There is a well-known story about the novelist Evelyn Waugh. He was once very rude and his hostess remonstrated: “How can you behave so badly – and you a Catholic!” Waugh replied: “You have no idea how much nastier I would be if I was not a Catholic. Without supernatural aid I would hardly be a human being.” We remember this riposte both because it is redolent of Waugh’s mordant humour and because it reminds us that, without grace, we would all “hardly be a human being”…But it is the shocked reaction to Waugh’s behaviour that interests me. His hostess had assumed a higher standard of behaviour on the part of Catholics than for others.
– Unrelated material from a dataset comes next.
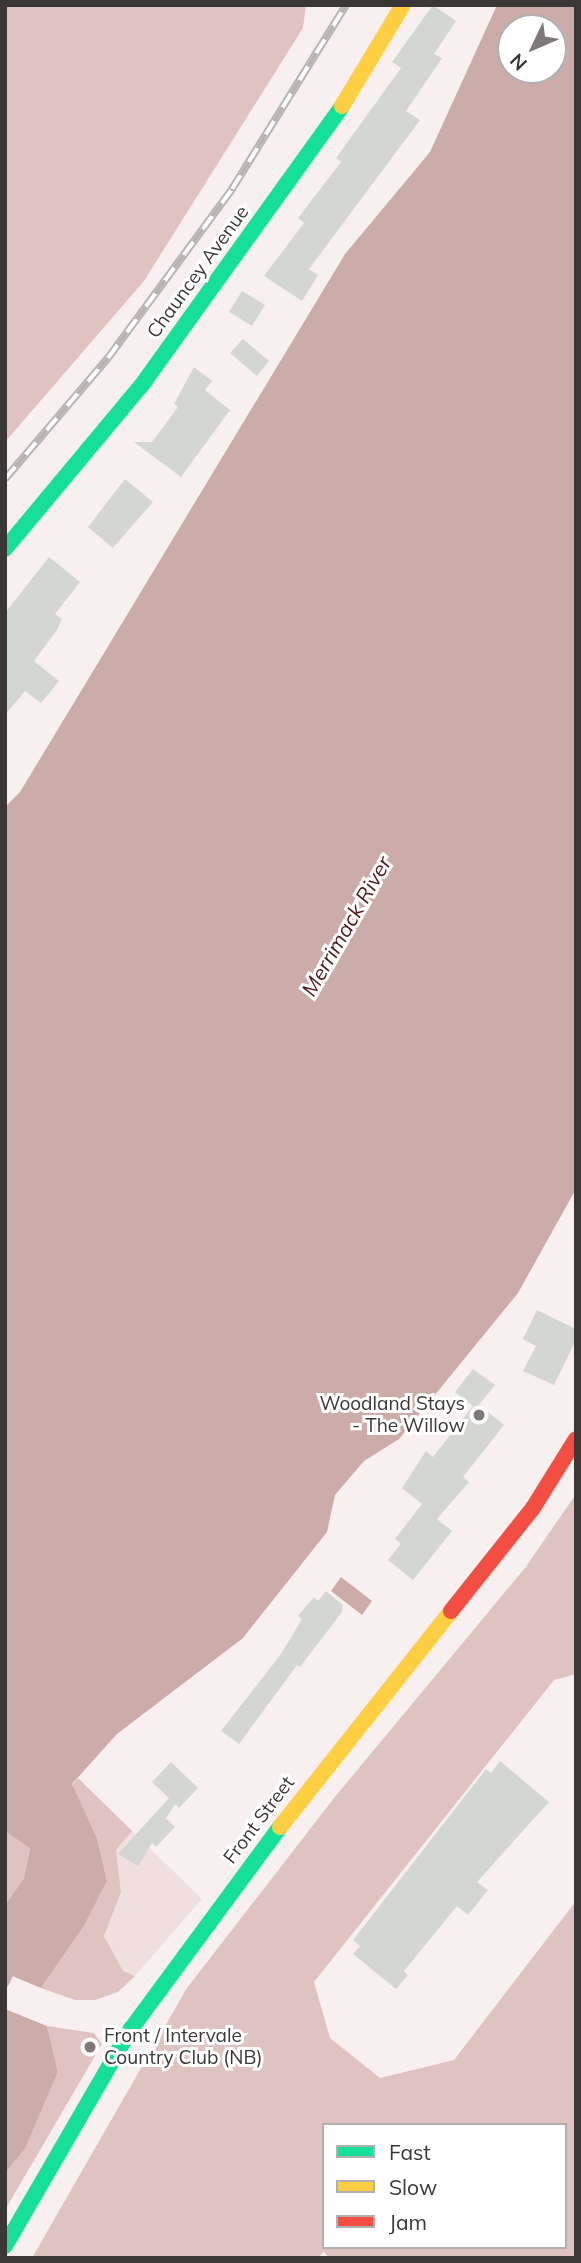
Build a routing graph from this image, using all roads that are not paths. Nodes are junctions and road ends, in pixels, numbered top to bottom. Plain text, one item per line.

The source of Waugh’s quote is apocryphal, and not something from his writings. It is reported to have been made by him to Nancy Mitford in Paris after he had been particularly rude to a guest (an unnamed young French intellectual) she had invited to dinner to meet him.  It was recorded by Christopher Sykes who claims he was told by Nancy Mitford (Sykes, A Biography of Evelyn Waugh, Penguin, 1977, pp. 448-49). Another biographer, Selina Hastings (London, 1994, pp. 505, 679), quotes a slightly different version from a letter of Nancy Mitford to Pamela Berry, dated 17 May 1950:

So I had Evelyn from Friday morning to Monday & still love him though at one point I felt obliged to ask how he reconciles being so horrible with being a Christian. He replied rather sadly that were he not a Christian he would be even more horrible (difficult) & anyway would have committed suicide years ago…He met my publisher, a charming middle class Frenchman, & was so dreadful to him I had to apologize. (The Letters of Nancy Mitford, Charlotte Mosley, ed., London, 1993, pp. 256-57).

Of the two versions, the letter written by Nancy Mitford herself more or less contemporaneously with the remark, would appear to be the more accurate. It is, however, the Sykes version, based only on hearsay and apparently reduced to writing more than 20 years after the event, that has engraved itself into the journalistic canon.